• [Work instructions]
If a line below contains "梅坳二路", count it. Report the final total and nothing more.

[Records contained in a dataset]
════

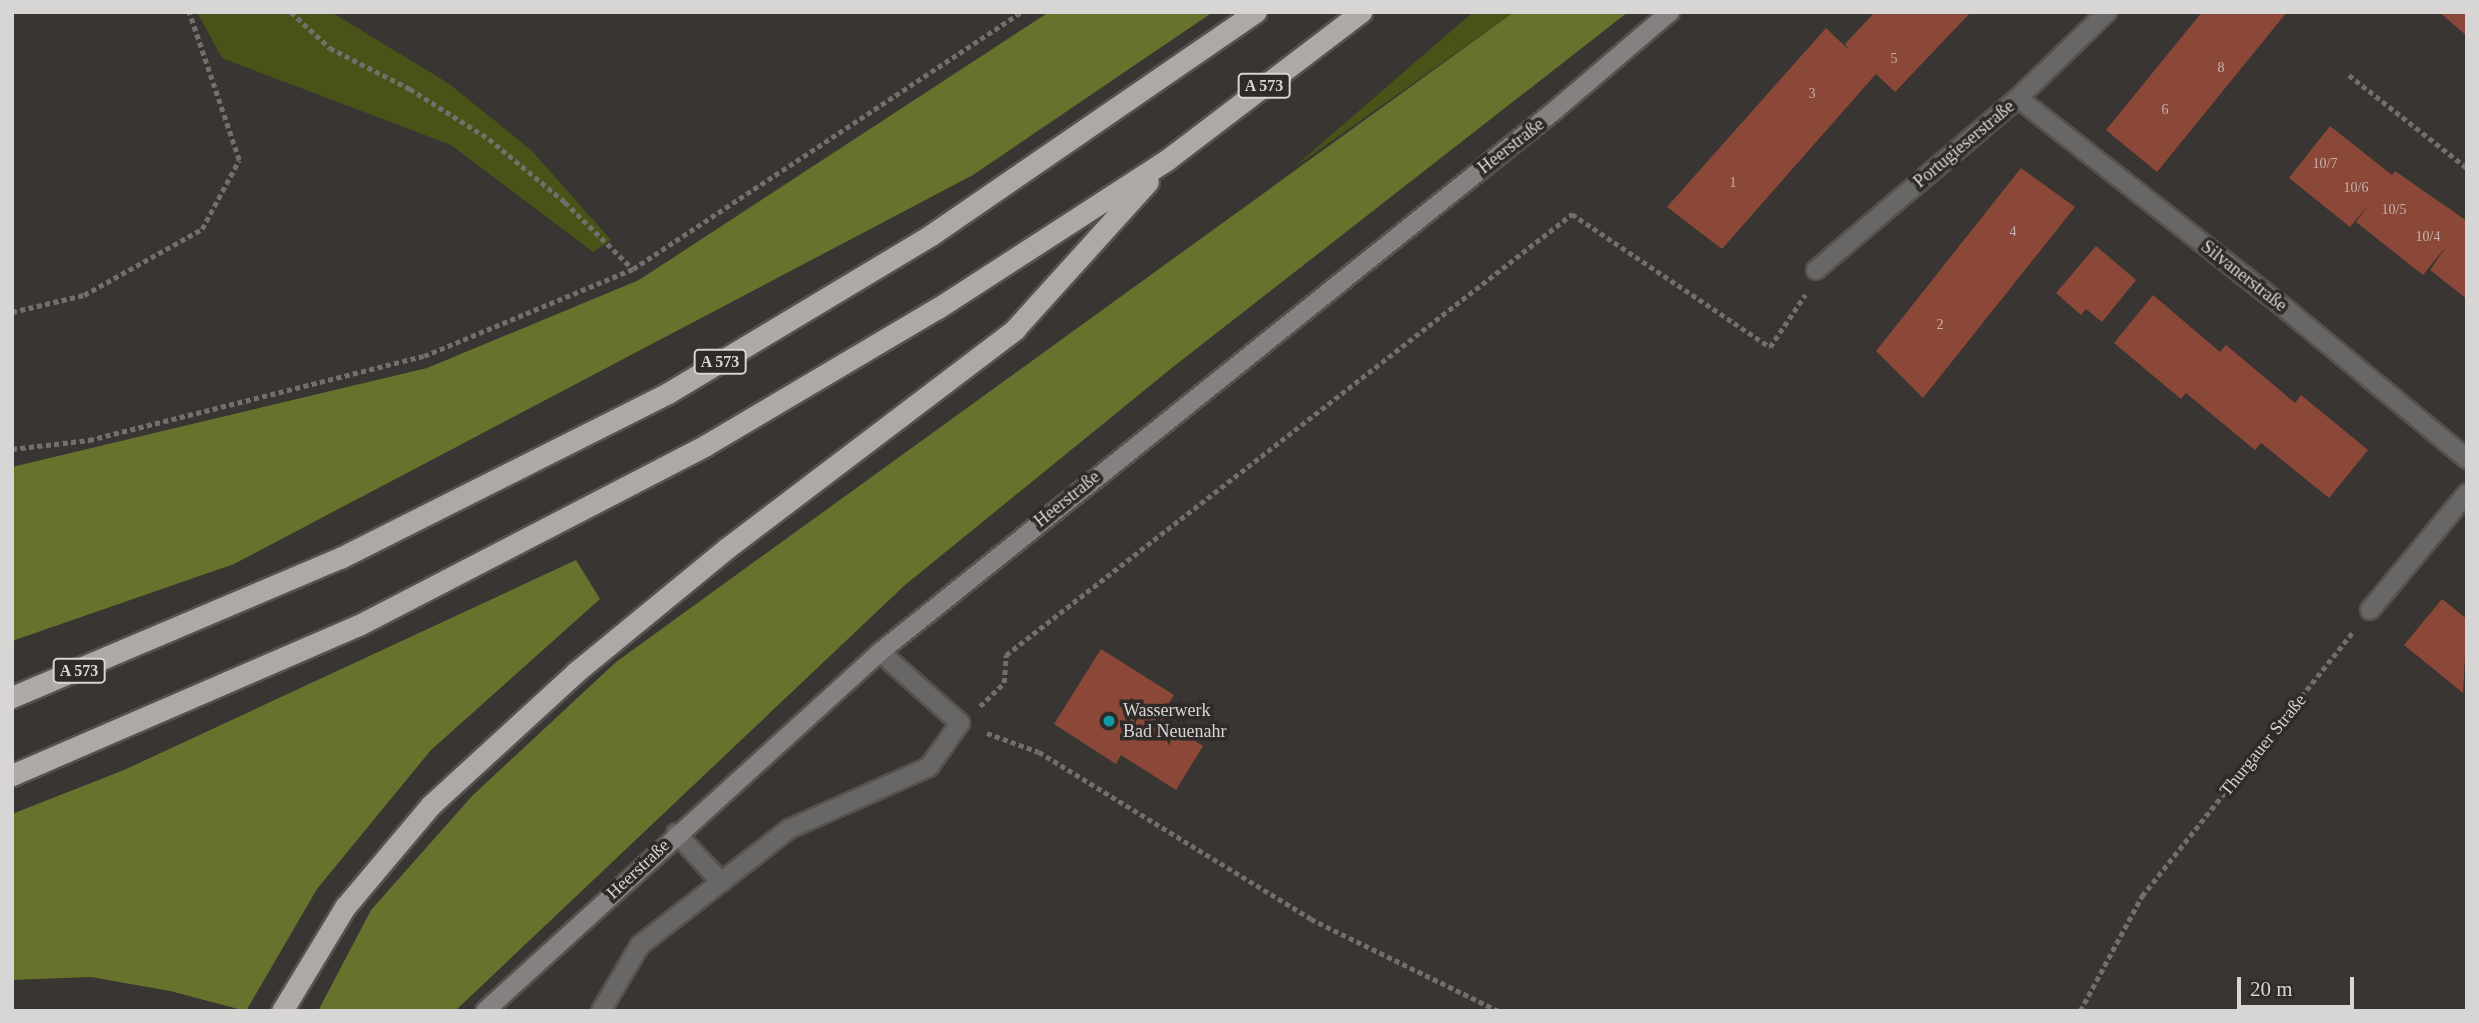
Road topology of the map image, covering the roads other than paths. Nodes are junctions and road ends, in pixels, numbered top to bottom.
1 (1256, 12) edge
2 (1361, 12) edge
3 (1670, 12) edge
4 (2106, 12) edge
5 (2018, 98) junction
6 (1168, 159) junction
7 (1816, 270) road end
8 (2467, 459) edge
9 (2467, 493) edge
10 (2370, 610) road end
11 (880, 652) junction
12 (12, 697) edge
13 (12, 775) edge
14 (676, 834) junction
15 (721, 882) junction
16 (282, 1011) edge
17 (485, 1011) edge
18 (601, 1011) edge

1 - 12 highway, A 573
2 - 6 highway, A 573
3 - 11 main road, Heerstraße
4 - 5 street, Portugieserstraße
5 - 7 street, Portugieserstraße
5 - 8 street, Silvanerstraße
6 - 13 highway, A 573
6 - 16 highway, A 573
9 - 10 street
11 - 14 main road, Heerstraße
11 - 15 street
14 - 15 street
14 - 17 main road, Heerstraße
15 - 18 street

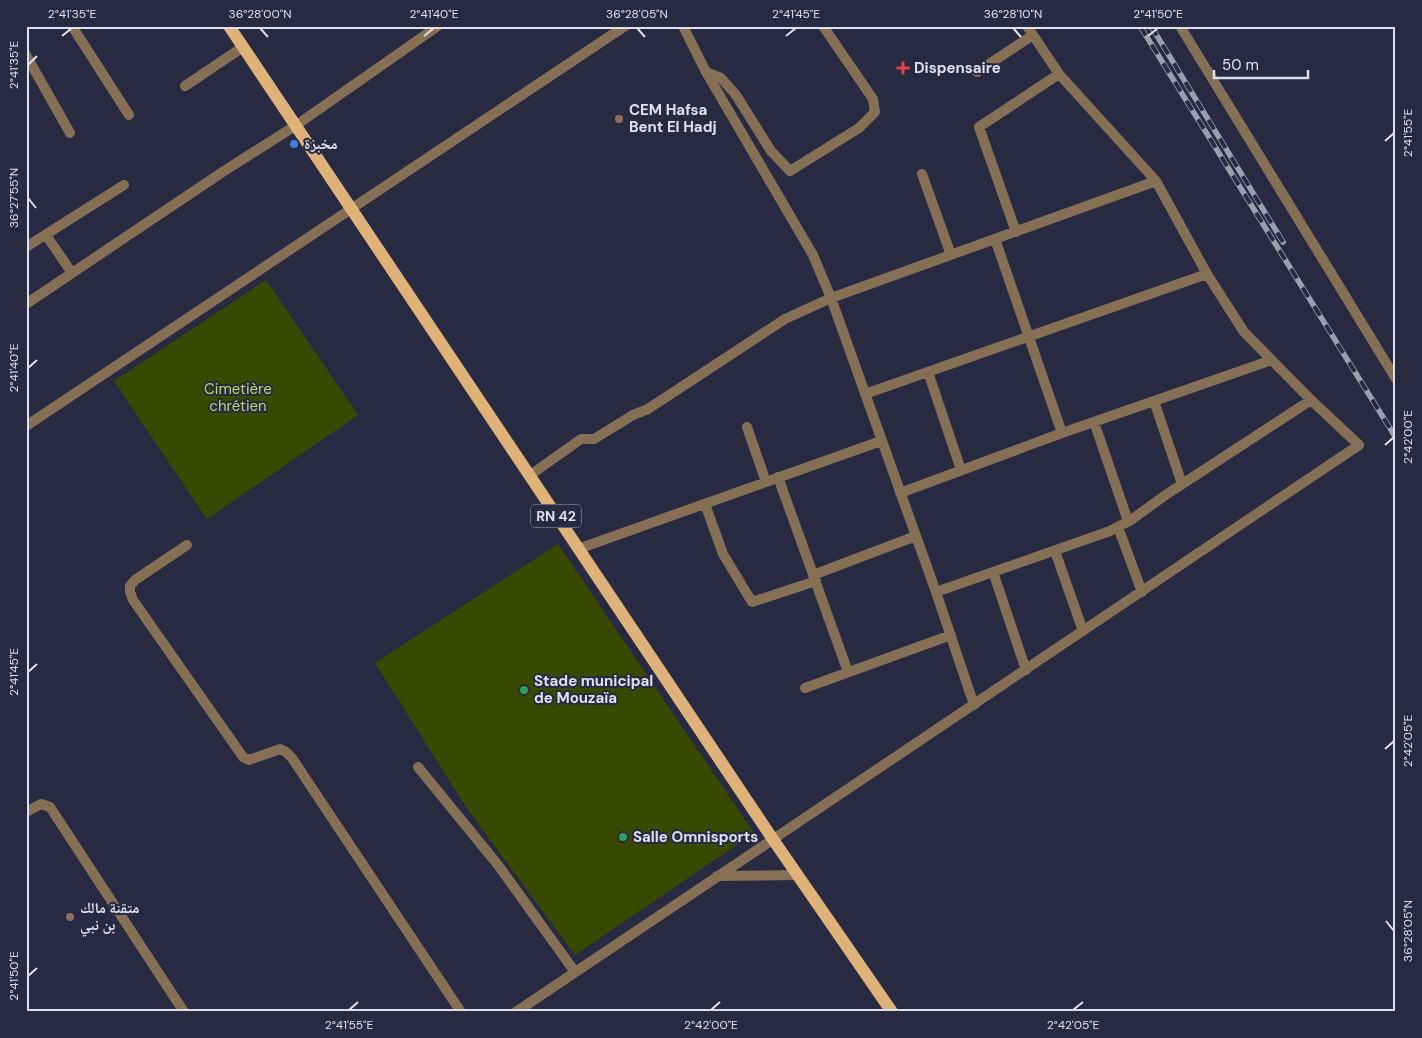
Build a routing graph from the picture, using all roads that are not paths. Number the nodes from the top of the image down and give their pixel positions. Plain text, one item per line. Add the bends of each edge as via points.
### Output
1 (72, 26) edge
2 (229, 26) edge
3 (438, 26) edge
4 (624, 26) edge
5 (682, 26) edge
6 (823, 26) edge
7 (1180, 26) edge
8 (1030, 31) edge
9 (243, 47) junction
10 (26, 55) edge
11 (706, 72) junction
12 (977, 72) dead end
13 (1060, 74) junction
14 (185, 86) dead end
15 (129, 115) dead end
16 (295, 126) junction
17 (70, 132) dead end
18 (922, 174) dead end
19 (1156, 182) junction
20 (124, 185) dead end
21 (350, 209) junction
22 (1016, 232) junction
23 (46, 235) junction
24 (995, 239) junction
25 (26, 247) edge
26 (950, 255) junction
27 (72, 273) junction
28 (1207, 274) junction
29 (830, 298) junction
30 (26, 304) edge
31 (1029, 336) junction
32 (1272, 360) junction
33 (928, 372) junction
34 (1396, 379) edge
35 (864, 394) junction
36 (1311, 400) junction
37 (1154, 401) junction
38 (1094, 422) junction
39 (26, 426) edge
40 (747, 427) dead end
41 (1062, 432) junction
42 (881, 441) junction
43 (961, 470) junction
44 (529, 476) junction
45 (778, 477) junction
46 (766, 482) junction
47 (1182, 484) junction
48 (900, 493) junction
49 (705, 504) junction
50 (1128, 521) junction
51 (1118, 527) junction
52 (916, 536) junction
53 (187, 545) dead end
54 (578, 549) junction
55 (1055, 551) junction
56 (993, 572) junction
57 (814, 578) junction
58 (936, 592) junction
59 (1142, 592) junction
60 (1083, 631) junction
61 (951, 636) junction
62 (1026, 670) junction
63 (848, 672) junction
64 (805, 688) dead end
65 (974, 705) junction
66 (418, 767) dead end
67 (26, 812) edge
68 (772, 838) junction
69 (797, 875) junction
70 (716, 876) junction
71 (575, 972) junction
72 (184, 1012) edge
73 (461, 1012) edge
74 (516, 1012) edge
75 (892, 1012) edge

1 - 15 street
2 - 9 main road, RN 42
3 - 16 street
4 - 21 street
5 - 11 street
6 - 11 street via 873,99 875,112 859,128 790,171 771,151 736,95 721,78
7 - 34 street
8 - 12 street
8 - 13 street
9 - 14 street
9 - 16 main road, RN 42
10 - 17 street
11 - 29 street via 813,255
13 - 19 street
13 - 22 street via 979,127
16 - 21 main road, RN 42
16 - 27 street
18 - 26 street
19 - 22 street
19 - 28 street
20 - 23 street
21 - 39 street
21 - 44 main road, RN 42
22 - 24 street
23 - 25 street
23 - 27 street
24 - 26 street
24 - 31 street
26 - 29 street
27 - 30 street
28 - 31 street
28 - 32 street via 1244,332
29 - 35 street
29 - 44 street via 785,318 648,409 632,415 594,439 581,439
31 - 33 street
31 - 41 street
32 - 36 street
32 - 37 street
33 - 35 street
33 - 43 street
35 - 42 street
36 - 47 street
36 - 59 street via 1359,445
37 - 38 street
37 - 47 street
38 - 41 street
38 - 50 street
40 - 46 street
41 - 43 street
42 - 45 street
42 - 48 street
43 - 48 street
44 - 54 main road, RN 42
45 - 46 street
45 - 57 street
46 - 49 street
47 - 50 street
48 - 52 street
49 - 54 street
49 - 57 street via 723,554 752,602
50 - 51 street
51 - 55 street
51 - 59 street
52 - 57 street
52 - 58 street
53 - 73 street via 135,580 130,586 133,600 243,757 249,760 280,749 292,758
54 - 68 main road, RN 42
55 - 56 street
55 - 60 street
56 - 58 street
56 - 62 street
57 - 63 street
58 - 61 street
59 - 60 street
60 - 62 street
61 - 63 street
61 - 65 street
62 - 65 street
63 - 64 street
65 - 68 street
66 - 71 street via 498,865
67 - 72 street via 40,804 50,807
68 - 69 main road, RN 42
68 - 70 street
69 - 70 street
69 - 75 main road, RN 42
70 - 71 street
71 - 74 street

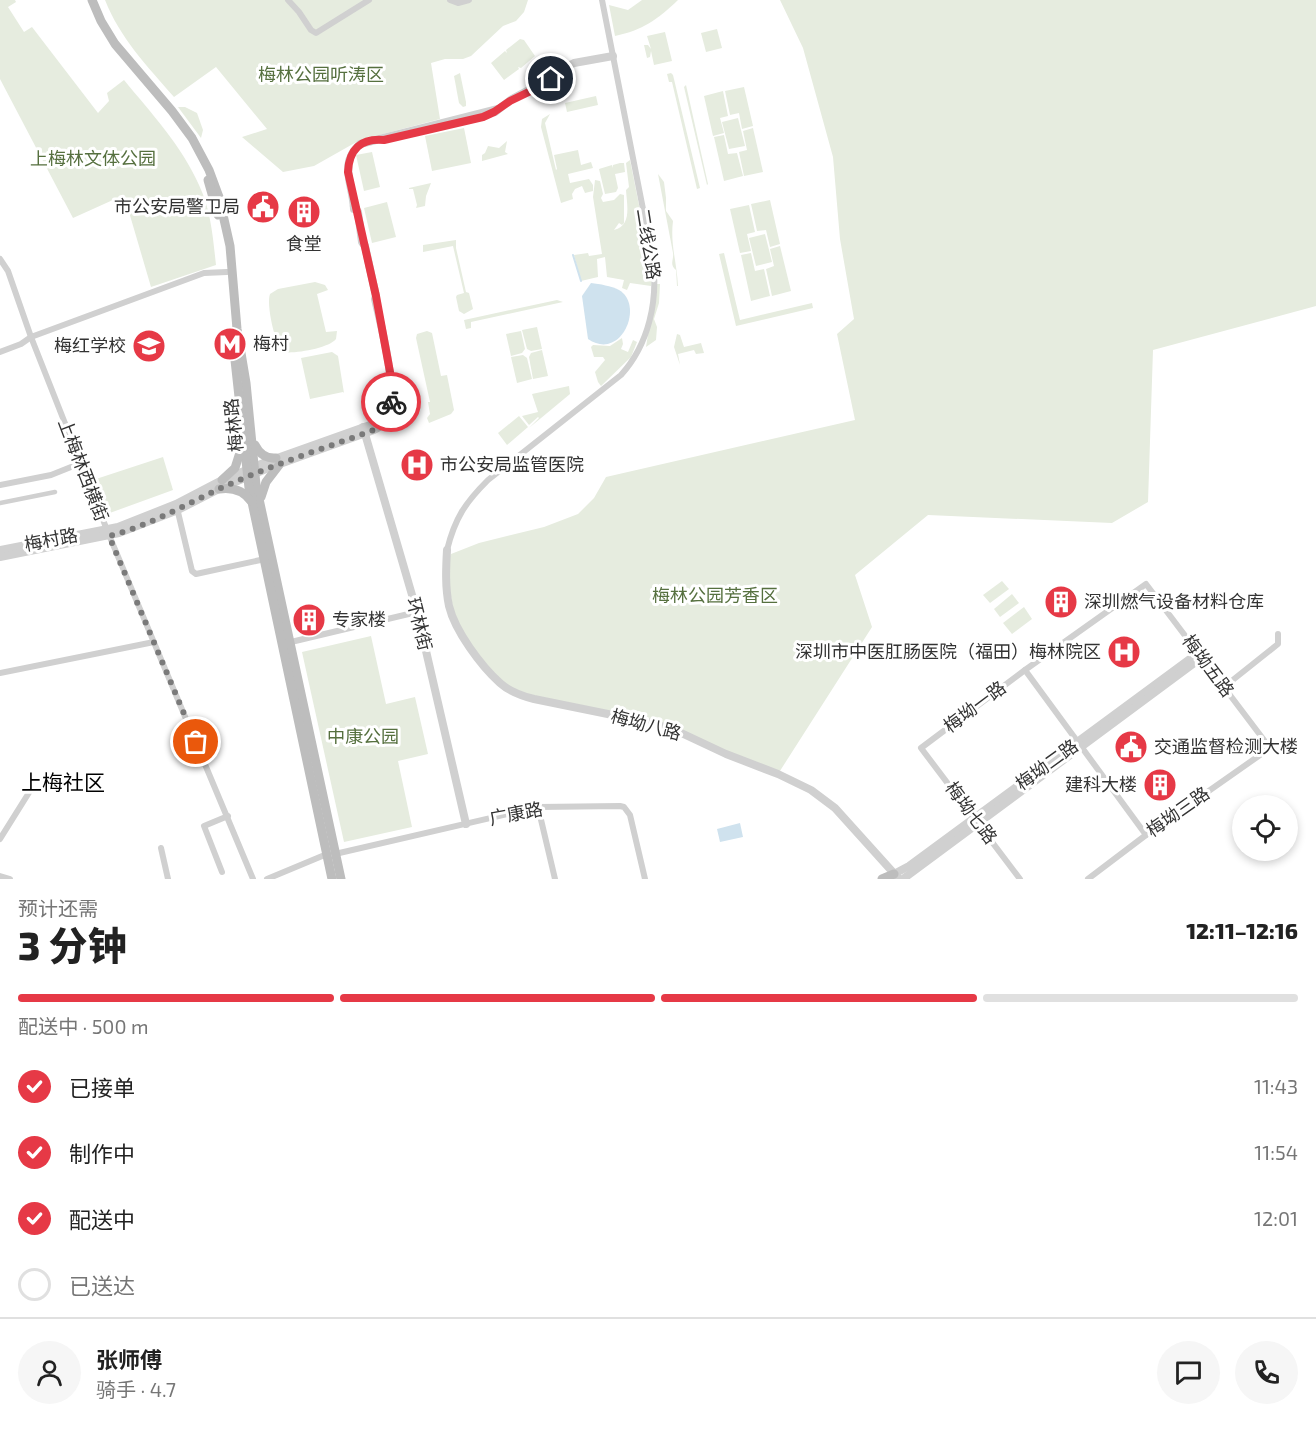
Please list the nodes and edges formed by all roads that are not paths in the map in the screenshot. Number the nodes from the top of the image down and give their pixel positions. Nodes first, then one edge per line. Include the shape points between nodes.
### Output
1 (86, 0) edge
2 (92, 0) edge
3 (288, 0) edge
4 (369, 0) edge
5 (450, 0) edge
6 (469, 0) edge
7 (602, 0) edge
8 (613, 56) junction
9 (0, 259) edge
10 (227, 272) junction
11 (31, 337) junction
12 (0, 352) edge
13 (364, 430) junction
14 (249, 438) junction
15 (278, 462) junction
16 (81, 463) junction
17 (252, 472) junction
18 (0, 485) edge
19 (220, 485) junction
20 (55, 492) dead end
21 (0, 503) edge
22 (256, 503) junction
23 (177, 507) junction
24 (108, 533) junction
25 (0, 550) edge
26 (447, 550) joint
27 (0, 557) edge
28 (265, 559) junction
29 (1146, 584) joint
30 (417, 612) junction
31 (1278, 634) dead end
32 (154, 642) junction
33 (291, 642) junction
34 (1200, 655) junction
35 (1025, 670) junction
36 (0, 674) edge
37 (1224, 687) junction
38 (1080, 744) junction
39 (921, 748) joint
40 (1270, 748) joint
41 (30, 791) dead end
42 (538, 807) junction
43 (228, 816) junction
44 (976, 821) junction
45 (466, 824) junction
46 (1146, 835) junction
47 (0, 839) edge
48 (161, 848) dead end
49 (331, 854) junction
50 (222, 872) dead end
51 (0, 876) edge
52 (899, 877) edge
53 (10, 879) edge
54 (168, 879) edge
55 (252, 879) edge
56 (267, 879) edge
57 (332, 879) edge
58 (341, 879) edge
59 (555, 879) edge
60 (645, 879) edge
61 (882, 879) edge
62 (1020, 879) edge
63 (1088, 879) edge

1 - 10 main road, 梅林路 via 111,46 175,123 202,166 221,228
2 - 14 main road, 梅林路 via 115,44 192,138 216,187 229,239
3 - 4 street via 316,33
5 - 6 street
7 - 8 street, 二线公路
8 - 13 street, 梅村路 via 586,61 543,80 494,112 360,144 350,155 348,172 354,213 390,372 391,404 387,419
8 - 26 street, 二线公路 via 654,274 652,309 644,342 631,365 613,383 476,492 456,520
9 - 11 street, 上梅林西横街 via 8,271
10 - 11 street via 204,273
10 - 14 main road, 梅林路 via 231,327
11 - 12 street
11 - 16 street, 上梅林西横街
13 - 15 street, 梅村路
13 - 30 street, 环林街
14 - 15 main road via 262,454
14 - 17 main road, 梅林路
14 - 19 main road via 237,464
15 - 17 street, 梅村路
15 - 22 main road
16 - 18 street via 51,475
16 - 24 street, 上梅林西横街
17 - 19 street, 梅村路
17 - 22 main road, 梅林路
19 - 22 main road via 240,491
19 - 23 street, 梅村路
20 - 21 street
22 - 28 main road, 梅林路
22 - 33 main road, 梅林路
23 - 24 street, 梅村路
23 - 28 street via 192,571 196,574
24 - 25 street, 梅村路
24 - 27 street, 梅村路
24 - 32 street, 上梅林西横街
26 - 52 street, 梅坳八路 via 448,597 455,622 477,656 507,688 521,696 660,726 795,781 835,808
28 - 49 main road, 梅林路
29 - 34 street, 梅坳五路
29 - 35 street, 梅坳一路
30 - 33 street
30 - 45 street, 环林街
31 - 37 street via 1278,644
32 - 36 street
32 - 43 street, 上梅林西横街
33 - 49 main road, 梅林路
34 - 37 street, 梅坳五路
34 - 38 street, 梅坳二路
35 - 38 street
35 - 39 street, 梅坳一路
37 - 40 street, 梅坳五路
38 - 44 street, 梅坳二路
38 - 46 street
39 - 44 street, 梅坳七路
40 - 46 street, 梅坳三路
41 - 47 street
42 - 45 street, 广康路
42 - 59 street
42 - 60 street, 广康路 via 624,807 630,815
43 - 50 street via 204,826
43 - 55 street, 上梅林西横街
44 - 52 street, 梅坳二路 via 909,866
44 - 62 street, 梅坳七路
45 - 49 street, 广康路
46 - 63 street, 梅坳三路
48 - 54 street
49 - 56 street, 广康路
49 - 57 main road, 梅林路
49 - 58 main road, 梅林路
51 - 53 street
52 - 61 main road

════

• [Exercise output]
3